— Эй, служба, — взмолился я, когда меня неаккуратно приложили к дереву, — я сам могу идти, и вам сподручней будет и мне меньше на пути деревьев встретится.
— Ты смотри Архип, — хохотнул один, — а малой-то дело говорит.
— А ну как в бега подастся? — Тут же возразил второй.
— С чего мне в бега? — Встрял в их разговор. — Вины за мной никакой нет, а кабы была, сразу бы в путы велели брать.
— Ладно, шагай сам, — разрешил мне первый, и хотя второй что-то недовольно пробурчал, за шкирку больше никто не хватал.
Идти пришлось недолго, до места, где разместился Раевский, всего две сотни шагов. А там меня поставили позади толпы генералов и их свиты, естественно, что из-за этих расфуфыренных индюков мне ничего видно не было. Однако мой чуткий слух уловил голос Петра, значит, царь здесь и его заинтересовали наши чугунные болванки.
— Ваську привели? — Уловил я его вопрос.
Пускать выяснение этого вопроса на самотек я не стал и громко крикнул:
— Здесь я, государь.
«Стадо» индюков мгновенно расступилась.
— А ну давай сюда, — махнул рукой Петр и когда я подошел он продолжил, — то, что ржа чугун сильно не проела, вижу, а вот запальный канал все же почти прогорел.
— Прогорел, — согласился я, — а за сколько выстрелов прогорает канал у бронзовой пушки?
Петр повернулся к Крагге.
— После трех сотен выстрелов, — выдал справку полковник.
— А сколько было сделано выстрелов из этого орудия? — Тут же повернулся царь к Раевскому.

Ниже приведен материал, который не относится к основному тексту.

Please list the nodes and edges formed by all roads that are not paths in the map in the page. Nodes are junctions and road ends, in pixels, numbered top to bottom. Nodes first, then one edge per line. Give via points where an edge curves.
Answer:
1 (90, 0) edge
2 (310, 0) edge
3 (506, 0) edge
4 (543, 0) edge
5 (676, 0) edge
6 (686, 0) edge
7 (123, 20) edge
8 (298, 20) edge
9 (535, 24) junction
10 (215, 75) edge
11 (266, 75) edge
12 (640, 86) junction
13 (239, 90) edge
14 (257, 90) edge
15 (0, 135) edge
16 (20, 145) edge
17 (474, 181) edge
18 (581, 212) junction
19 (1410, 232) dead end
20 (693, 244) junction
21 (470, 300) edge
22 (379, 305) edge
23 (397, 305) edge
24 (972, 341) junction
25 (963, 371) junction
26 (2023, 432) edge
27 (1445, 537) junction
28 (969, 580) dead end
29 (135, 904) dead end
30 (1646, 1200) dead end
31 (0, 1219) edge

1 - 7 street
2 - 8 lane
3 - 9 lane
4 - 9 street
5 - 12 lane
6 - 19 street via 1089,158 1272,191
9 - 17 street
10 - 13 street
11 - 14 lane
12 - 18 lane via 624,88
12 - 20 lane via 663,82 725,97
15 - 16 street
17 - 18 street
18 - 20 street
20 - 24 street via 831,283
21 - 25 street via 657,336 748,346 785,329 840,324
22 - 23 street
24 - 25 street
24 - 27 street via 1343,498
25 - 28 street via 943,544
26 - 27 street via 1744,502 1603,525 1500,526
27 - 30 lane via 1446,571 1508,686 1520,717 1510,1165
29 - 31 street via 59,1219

— Больше трех сотен, государь.
— Три сотни выстрелов за два дня боя с одной пушки? — Хмыкнул царь. — Где же мне на такую войну пороха набрать? Да и не только порох нужен, может ты чего, Васька, присоветуешь? Чего там для войны еще потребно?
— Ты извини государь, но слышал я, что кто-то из великих сказал: для войны нужны всего три вещи, — тут я сделал небольшую паузу, чтобы люди могли акцентировать внимание, — деньги, деньги и еще раз деньги.
Петр некоторое время смотрел на меня, осознавая сказанное, потом неуверенно хохотнул, а через пару секунд стал безудержно хохотать:
— Вот же сказал стервец, — вытирал он выступившие слезы, — и ведь не поспоришь.